De repente, Águas, também ele africano, também angolano, mas do Lobito, ergue-se nas alturas com aquela sua elegância de flamingo e fez o golo. 1-0: que desilusão! A resistência dos rapazes de Nova Lisboa esfumara-se num instante, três minutos apenas. E agora? Seriam capazes de voltar à luta?
- Não. Não foram.
Minuto 11: Mendes, de fora da grande área, tem um pontapé soberbo. Os ultramarinos pareciam estonteados. Todo o vigor posto naquele arranque da partida era contrariado, pela classe e eficácia dos benfiquistas.

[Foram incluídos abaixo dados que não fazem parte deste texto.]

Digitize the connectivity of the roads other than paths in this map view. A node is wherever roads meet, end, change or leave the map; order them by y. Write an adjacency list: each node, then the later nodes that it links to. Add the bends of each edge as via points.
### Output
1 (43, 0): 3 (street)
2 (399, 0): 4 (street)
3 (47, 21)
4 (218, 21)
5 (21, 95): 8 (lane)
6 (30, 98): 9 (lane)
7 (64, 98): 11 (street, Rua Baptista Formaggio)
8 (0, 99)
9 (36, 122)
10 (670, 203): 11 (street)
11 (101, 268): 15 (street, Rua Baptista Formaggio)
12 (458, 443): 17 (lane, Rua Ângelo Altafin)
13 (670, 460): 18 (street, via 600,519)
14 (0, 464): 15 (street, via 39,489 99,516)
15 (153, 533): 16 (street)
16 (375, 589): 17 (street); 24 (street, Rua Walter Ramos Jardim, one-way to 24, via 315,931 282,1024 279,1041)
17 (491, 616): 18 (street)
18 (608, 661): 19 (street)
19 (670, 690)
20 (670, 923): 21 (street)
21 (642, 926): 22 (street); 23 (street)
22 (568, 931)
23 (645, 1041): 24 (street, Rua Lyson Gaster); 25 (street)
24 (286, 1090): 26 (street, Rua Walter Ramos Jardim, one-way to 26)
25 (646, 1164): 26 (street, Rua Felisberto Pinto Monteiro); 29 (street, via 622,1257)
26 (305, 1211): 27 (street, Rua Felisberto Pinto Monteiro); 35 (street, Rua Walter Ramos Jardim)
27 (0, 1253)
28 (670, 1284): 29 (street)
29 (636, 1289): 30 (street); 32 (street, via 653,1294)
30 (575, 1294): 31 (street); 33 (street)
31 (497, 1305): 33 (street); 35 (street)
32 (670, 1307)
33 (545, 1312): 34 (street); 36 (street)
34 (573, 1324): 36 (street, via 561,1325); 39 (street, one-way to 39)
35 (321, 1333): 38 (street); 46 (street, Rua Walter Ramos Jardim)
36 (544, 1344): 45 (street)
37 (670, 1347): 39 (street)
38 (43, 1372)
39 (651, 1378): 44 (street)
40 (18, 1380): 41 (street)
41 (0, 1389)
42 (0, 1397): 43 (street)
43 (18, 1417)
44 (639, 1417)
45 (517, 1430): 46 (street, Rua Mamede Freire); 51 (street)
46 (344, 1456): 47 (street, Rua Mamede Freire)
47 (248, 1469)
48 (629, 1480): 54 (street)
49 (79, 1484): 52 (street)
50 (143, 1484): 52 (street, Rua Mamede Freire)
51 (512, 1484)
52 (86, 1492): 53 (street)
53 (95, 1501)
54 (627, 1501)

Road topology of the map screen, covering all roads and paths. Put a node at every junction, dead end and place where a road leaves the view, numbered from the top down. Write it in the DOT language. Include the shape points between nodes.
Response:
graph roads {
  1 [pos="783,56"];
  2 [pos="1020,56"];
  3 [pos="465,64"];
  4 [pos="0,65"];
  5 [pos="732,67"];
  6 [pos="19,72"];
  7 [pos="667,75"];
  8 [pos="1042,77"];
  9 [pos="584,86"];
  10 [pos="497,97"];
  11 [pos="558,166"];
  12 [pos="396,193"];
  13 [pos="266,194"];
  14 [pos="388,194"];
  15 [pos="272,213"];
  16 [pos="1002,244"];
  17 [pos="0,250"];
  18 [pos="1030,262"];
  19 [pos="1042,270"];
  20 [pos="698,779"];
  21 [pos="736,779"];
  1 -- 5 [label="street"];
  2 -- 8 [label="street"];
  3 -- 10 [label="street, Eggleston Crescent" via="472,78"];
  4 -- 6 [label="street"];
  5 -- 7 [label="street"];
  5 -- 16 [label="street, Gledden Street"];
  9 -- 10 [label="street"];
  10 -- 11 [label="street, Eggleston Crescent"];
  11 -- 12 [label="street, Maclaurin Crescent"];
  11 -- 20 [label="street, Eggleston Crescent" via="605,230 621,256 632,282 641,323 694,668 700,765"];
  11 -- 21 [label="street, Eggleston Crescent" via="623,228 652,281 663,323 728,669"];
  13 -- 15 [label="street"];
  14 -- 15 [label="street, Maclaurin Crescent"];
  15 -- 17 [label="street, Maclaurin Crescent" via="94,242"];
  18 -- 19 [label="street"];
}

E logo a seguir, José Águas outra vez: 3-0.
Valeu aos visitantes, que até jogavam em casa por via da manigância do sorteio, que os lisboetas resolveram baixar o ritmo. Tarde agradável de sol, boas movimentações e combinações entre sectores, mas cada vez mais devagarinho, à moda de um passeio, de um treino. Mesmo assim, Palmeiro soltou-se num daqueles movimentos tão típicos seus e foi por ali fora apontar o 4-0 quase à beira do intervalo.
Havia quem fizesse contas. Havia quem fizesse apostas. Até onde iria o Benfica se desse na cabeça dos seus jogadores partirem à desfilada para uma goleada das antigas?
As perguntas tiveram resposta breve. Mesmo antes do apito do árbitro para que viesse aí o merecido descanso do minuto 45, Mário João facilitou a vida a Nascimento, e golo do Ferrovia.
Uma festa! Uma alegria! Justificada, como é evidente.
Mais uma surpresa logo no início do segundo tempo. Valente faz um drible habilidoso a Ângelo e deixa o benfiquista irritado. Mas isso é que foi assobiar-lhe às botas. O angolano correu como uma gazela lá das savanas da sua terra e quando chegou à frente de Bastos fingiu que ia dar com um pé e deu com o outro.
Esta agora, heim?
4-2 para o Benfica não era bem uma goleada de encher o bandulho.
Lá se foi o passeio de domingo.
Obrigados a acelerar outra vez o jogo, os encarnados foram em busca de pôr as coisas no seu devido lugar. Centro de Palmeiro, Águas outra vez lá no alto, tão alto, cabeçada infalível. Dois minutos mais tarde, Germano, com Águas a pressioná-lo na pequena área do Ferrovia, faz um autogolo.
Faltava jogar um quarto de hora. Os africanos estão de rastos. Ainda por cima, Coelho aleija-se e não pode continuar em campo. É de novo a moleza da tarde morna que tomba sobre o Estádio de Alvalade. Uns remates de longe, aqui e ali, só para manterem Prates atento.
A pouco e pouco as pessoas foram saindo. Talvez até uma esplanada ali perto para uma cervejinha ou para um capilé. O trabalho do Benfica estava feito. Seis dias mais tarde haveria nova dose. Lá para Alcântara, na Tapadinha. Era assim, nesse tempo, a Taça de Portugal."